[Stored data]
□ □ □ □ □ □ □
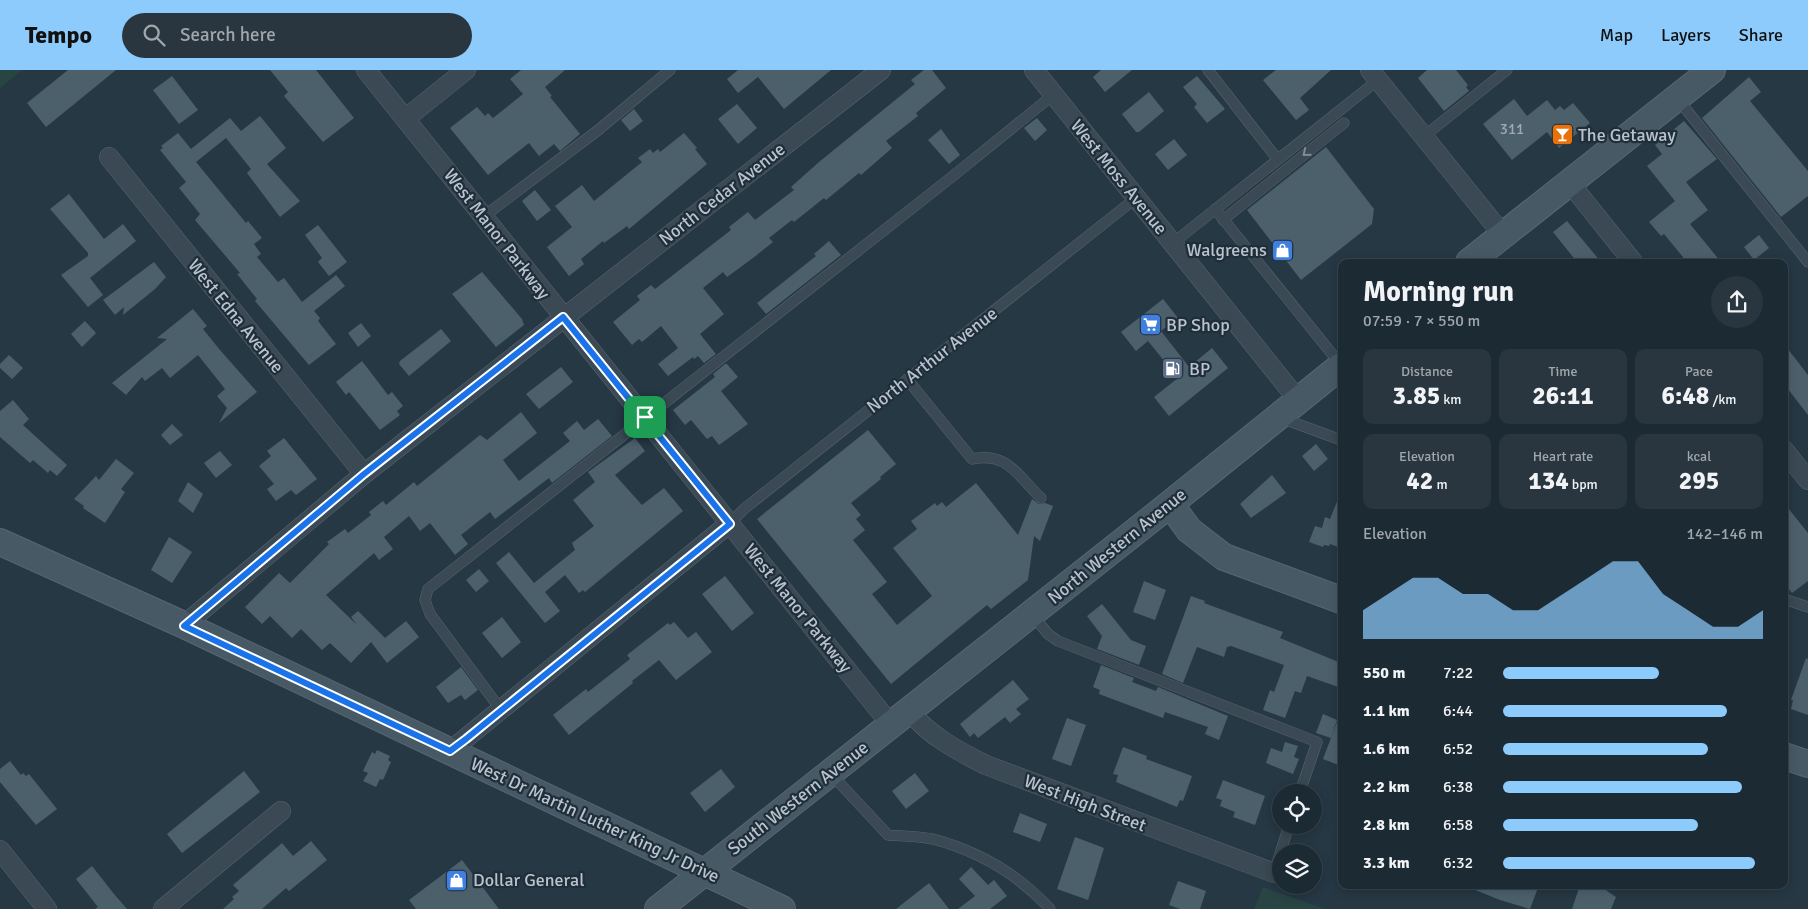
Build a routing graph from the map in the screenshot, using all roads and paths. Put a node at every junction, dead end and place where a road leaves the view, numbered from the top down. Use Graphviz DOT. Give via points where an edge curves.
graph roads {
  1 [pos="366,70"];
  2 [pos="466,70"];
  3 [pos="670,70"];
  4 [pos="880,70"];
  5 [pos="1034,70"];
  6 [pos="1208,70"];
  7 [pos="1507,70"];
  8 [pos="1707,71"];
  9 [pos="1374,75"];
  10 [pos="1054,95"];
  11 [pos="1677,98"];
  12 [pos="405,119"];
  13 [pos="1344,123"];
  14 [pos="1423,137"];
  15 [pos="109,157"];
  16 [pos="1278,160"];
  17 [pos="1569,182"];
  18 [pos="1136,198"];
  19 [pos="1215,210"];
  20 [pos="483,217"];
  21 [pos="1223,220"];
  22 [pos="1503,236"];
  23 [pos="1173,243"];
  24 [pos="1473,259"];
  25 [pos="1632,259"];
  26 [pos="1808,262"];
  27 [pos="563,317"];
  28 [pos="1338,361"];
  29 [pos="1338,367"];
  30 [pos="907,379"];
  31 [pos="1298,400"];
  32 [pos="645,417"];
  33 [pos="1278,417"];
  34 [pos="1338,439"];
  35 [pos="1788,455"];
  36 [pos="364,474"];
  37 [pos="1808,480"];
  38 [pos="1041,498"];
  39 [pos="1170,504"];
  40 [pos="730,524"];
  41 [pos="0,542"];
  42 [pos="1338,599"];
  43 [pos="1788,600"];
  44 [pos="1808,607"];
  45 [pos="1032,614"];
  46 [pos="184,626"];
  47 [pos="501,710"];
  48 [pos="900,718"];
  49 [pos="450,751"];
  50 [pos="1788,757"];
  51 [pos="1808,764"];
  52 [pos="830,773"];
  53 [pos="1303,784"];
  54 [pos="280,811"];
  55 [pos="0,850"];
  56 [pos="704,872"];
  57 [pos="1272,872"];
  58 [pos="47,909"];
  59 [pos="163,909"];
  60 [pos="658,909"];
  61 [pos="782,909"];
  62 [pos="1050,909"];
  1 -- 12 [label="street, West Manor Parkway"];
  2 -- 12 [label="street"];
  3 -- 20 [label="lane" via="597,131"];
  4 -- 27 [label="street, North Cedar Avenue"];
  5 -- 10 [label="street, West Moss Avenue"];
  6 -- 16 [label="lane"];
  7 -- 14 [label="lane"];
  8 -- 11 [label="main road"];
  9 -- 14 [label="street"];
  9 -- 16 [label="lane"];
  10 -- 18 [label="street, West Moss Avenue"];
  10 -- 32 [label="lane"];
  11 -- 17 [label="main road"];
  11 -- 26 [label="lane"];
  12 -- 20 [label="street, West Manor Parkway"];
  13 -- 21 [label="lane, one-way"];
  14 -- 22 [label="street"];
  15 -- 36 [label="street, West Edna Avenue"];
  16 -- 19 [label="lane"];
  17 -- 22 [label="main road"];
  17 -- 25 [label="street"];
  18 -- 23 [label="street, West Moss Avenue"];
  18 -- 30 [label="lane, North Arthur Avenue"];
  19 -- 21 [label="lane"];
  19 -- 23 [label="lane"];
  20 -- 27 [label="street, West Manor Parkway"];
  21 -- 28 [label="lane"];
  22 -- 24 [label="main road"];
  23 -- 31 [label="street, West Moss Avenue"];
  27 -- 32 [label="street, West Manor Parkway"];
  27 -- 36 [label="street, North Cedar Avenue"];
  29 -- 31 [label="main road, North Western Avenue"];
  30 -- 38 [label="lane" via="972,459 987,456 1008,462"];
  30 -- 40 [label="lane, North Arthur Avenue" via="744,508"];
  31 -- 33 [label="main road, North Western Avenue"];
  32 -- 40 [label="street, West Manor Parkway"];
  32 -- 47 [label="lane" via="428,589 426,600 430,614"];
  33 -- 34 [label="lane"];
  33 -- 39 [label="main road, North Western Avenue"];
  35 -- 37 [label="street"];
  36 -- 46 [label="street, North Cedar Avenue"];
  39 -- 42 [label="main road" via="1190,530 1224,557"];
  39 -- 45 [label="main road, North Western Avenue"];
  40 -- 47 [label="street"];
  40 -- 48 [label="street, West Manor Parkway"];
  41 -- 46 [label="main road, West Dr Martin Luther King Jr Drive"];
  43 -- 44 [label="lane"];
  45 -- 48 [label="main road, North Western Avenue"];
  45 -- 53 [label="lane" via="1058,641 1317,742"];
  46 -- 49 [label="main road, West Dr Martin Luther King Jr Drive"];
  47 -- 49 [label="street"];
  48 -- 52 [label="main road, South Western Avenue"];
  48 -- 57 [label="street, West High Street" via="921,725 947,745 986,765"];
  49 -- 56 [label="main road, West Dr Martin Luther King Jr Drive"];
  50 -- 51 [label="main road"];
  52 -- 56 [label="main road, South Western Avenue"];
  52 -- 62 [label="lane" via="888,835 932,839 969,851 1016,877"];
  54 -- 59 [label="street"];
  55 -- 58 [label="street"];
  56 -- 60 [label="main road, South Western Avenue"];
  56 -- 61 [label="main road, West Dr Martin Luther King Jr Drive"];
}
□ □ □ □ □ □ □
*Exercise directions:*
Go through the records above and return every line that holds the string "graph".

*Written solution:*
Build a routing graph from the map in the screenshot, using all roads and paths. Put a node at every junction, dead end and place where a road leaves the view, numbered from the top down. Use Graphviz DOT. Give via points where an edge curves.
graph roads {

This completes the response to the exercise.